Problem to work on: Find every line below that contains the word "RAMÍREZ" and copy it out.

Stored items
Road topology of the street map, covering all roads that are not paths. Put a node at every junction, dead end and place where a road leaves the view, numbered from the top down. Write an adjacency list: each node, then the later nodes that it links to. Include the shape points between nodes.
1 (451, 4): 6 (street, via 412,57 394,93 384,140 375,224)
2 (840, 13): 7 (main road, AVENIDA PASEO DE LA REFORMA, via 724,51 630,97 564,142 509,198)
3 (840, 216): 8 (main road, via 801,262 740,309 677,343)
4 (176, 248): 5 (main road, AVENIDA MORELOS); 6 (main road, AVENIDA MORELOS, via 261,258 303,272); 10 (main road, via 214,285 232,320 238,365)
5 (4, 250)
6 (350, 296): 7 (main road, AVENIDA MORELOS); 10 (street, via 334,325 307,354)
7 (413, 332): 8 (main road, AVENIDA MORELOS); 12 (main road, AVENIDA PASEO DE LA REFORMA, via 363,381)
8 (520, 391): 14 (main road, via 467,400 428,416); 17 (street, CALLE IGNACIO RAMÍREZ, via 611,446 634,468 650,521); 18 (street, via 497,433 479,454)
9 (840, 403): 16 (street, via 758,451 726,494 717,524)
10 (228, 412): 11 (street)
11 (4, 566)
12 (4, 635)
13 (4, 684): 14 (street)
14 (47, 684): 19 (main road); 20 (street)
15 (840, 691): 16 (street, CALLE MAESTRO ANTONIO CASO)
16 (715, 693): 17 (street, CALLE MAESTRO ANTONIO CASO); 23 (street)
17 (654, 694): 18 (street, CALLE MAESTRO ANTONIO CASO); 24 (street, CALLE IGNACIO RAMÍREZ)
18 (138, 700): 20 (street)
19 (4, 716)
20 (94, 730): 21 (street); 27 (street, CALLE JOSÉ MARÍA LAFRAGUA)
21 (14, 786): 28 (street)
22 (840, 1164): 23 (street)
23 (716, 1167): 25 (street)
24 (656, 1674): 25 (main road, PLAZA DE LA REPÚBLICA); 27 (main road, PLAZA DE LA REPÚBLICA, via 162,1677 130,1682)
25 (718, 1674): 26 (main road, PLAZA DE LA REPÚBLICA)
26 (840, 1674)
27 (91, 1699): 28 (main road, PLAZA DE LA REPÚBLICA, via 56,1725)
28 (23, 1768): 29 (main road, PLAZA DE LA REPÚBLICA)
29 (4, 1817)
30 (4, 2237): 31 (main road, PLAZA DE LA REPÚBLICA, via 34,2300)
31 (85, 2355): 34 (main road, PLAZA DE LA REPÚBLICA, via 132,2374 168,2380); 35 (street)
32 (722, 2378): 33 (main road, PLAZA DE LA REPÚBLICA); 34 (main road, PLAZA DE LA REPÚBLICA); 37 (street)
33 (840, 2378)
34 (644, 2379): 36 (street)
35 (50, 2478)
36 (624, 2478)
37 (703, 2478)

Exercise result:
8 (520, 391): 14 (main road, via 467,400 428,416); 17 (street, CALLE IGNACIO RAMÍREZ, via 611,446 634,468 650,521); 18 (street, via 497,433 479,454)
17 (654, 694): 18 (street, CALLE MAESTRO ANTONIO CASO); 24 (street, CALLE IGNACIO RAMÍREZ)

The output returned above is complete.